#### What the task requires
Search the data below for the string "Ronda". Extract every line that contains it.

#### Study material
────────────────

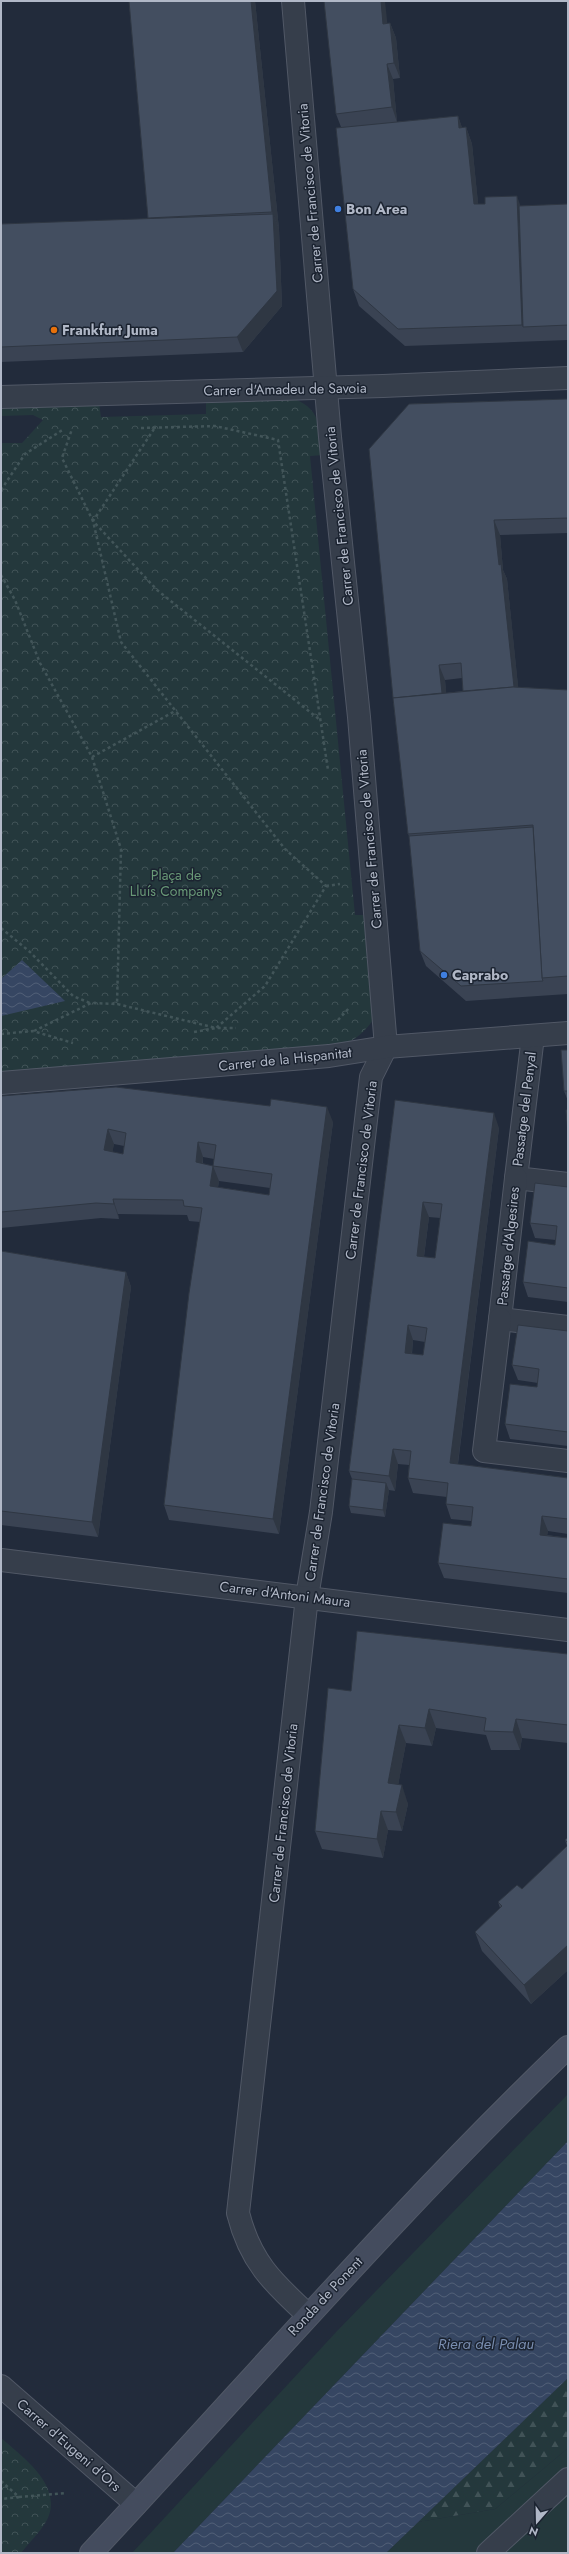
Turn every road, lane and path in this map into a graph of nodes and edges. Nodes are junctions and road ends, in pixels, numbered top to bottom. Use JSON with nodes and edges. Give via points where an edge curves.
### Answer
{"nodes":[{"id":1,"x":293,"y":1,"type":"edge"},
{"id":2,"x":568,"y":378,"type":"edge"},
{"id":3,"x":326,"y":388,"type":"junction"},
{"id":4,"x":1,"y":397,"type":"edge"},
{"id":5,"x":138,"y":428,"type":"dead end"},
{"id":6,"x":154,"y":429,"type":"junction"},
{"id":7,"x":1,"y":490,"type":"edge"},
{"id":8,"x":93,"y":521,"type":"junction"},
{"id":9,"x":1,"y":576,"type":"edge"},
{"id":10,"x":177,"y":710,"type":"junction"},
{"id":11,"x":321,"y":720,"type":"junction"},
{"id":12,"x":92,"y":757,"type":"junction"},
{"id":13,"x":329,"y":775,"type":"dead end"},
{"id":14,"x":345,"y":883,"type":"dead end"},
{"id":15,"x":326,"y":886,"type":"junction"},
{"id":16,"x":1,"y":928,"type":"edge"},
{"id":17,"x":91,"y":1003,"type":"junction"},
{"id":18,"x":117,"y":1004,"type":"junction"},
{"id":19,"x":33,"y":1031,"type":"dead end"},
{"id":20,"x":568,"y":1033,"type":"edge"},
{"id":21,"x":533,"y":1036,"type":"junction"},
{"id":22,"x":386,"y":1047,"type":"junction"},
{"id":23,"x":1,"y":1083,"type":"edge"},
{"id":24,"x":516,"y":1178,"type":"junction"},
{"id":25,"x":568,"y":1184,"type":"edge"},
{"id":26,"x":500,"y":1319,"type":"junction"},
{"id":27,"x":568,"y":1327,"type":"edge"},
{"id":28,"x":568,"y":1461,"type":"edge"},
{"id":29,"x":1,"y":1560,"type":"edge"},
{"id":30,"x":307,"y":1597,"type":"junction"},
{"id":31,"x":568,"y":1630,"type":"edge"},
{"id":32,"x":568,"y":2047,"type":"edge"},
{"id":33,"x":308,"y":2315,"type":"junction"},
{"id":34,"x":1,"y":2386,"type":"edge"},
{"id":35,"x":568,"y":2480,"type":"edge"},
{"id":36,"x":1,"y":2481,"type":"edge"},
{"id":37,"x":66,"y":2493,"type":"dead end"},
{"id":38,"x":19,"y":2497,"type":"junction"},
{"id":39,"x":1,"y":2499,"type":"edge"},
{"id":40,"x":136,"y":2504,"type":"junction"},
{"id":41,"x":91,"y":2553,"type":"edge"},
{"id":42,"x":488,"y":2553,"type":"edge"}],
"edges":[{"from":1,"to":3,"type":"street","name":"Carrer de Francisco de Vitoria"},
{"from":2,"to":3,"type":"street","name":"Carrer d'Amadeu de Savoia"},
{"from":3,"to":4,"type":"street","name":"Carrer d'Amadeu de Savoia"},
{"from":3,"to":22,"type":"street","name":"Carrer de Francisco de Vitoria","via":[[359,717]]},
{"from":5,"to":6,"type":"path"},
{"from":6,"to":8,"type":"path"},
{"from":6,"to":11,"type":"path","via":[[215,426],[278,440]]},
{"from":7,"to":8,"type":"path","via":[[25,454],[74,422],[62,458]]},
{"from":8,"to":10,"type":"path","via":[[121,642]]},
{"from":8,"to":11,"type":"path","via":[[157,590]]},
{"from":9,"to":12,"type":"path","via":[[15,600],[40,663]]},
{"from":10,"to":12,"type":"path"},
{"from":10,"to":15,"type":"path","via":[[285,848]]},
{"from":11,"to":13,"type":"path"},
{"from":12,"to":18,"type":"path","via":[[122,849]]},
{"from":14,"to":15,"type":"path"},
{"from":15,"to":18,"type":"path","via":[[265,986],[216,1028]]},
{"from":16,"to":17,"type":"path","via":[[30,952],[73,996]]},
{"from":17,"to":18,"type":"path"},
{"from":17,"to":19,"type":"path"},
{"from":20,"to":21,"type":"street","name":"Carrer de la Hispanitat"},
{"from":21,"to":22,"type":"street","name":"Carrer de la Hispanitat"},
{"from":21,"to":24,"type":"street","name":"Passatge del Penyal"},
{"from":22,"to":23,"type":"street","name":"Carrer de la Hispanitat","via":[[329,1056]]},
{"from":22,"to":30,"type":"street","name":"Carrer de Francisco de Vitoria","via":[[371,1077],[321,1512]]},
{"from":24,"to":25,"type":"street","name":"Passatge del Penyal"},
{"from":24,"to":26,"type":"street","name":"Passatge d'Algesires"},
{"from":26,"to":27,"type":"street","name":"Passatge d'Algesires"},
{"from":26,"to":28,"type":"street","via":[[484,1451]]},
{"from":29,"to":30,"type":"street","name":"Carrer d'Antoni Maura"},
{"from":30,"to":31,"type":"street","name":"Carrer d'Antoni Maura"},
{"from":30,"to":33,"type":"street","name":"Carrer de Francisco de Vitoria","via":[[238,2212],[244,2238],[270,2280]]},
{"from":32,"to":33,"type":"main road","name":"Ronda de Ponent","via":[[492,2119]]},
{"from":33,"to":40,"type":"main road","name":"Ronda de Ponent"},
{"from":34,"to":40,"type":"street","name":"Carrer d'Eugeni d'Ors"},
{"from":35,"to":42,"type":"street"},
{"from":36,"to":38,"type":"path"},
{"from":37,"to":38,"type":"path"},
{"from":38,"to":39,"type":"path"},
{"from":40,"to":41,"type":"main road","name":"Ronda de Ponent"}]}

────────────────

#### Solution to this exercise
{"from":32,"to":33,"type":"main road","name":"Ronda de Ponent","via":[[492,2119]]},
{"from":33,"to":40,"type":"main road","name":"Ronda de Ponent"},
{"from":40,"to":41,"type":"main road","name":"Ronda de Ponent"}]}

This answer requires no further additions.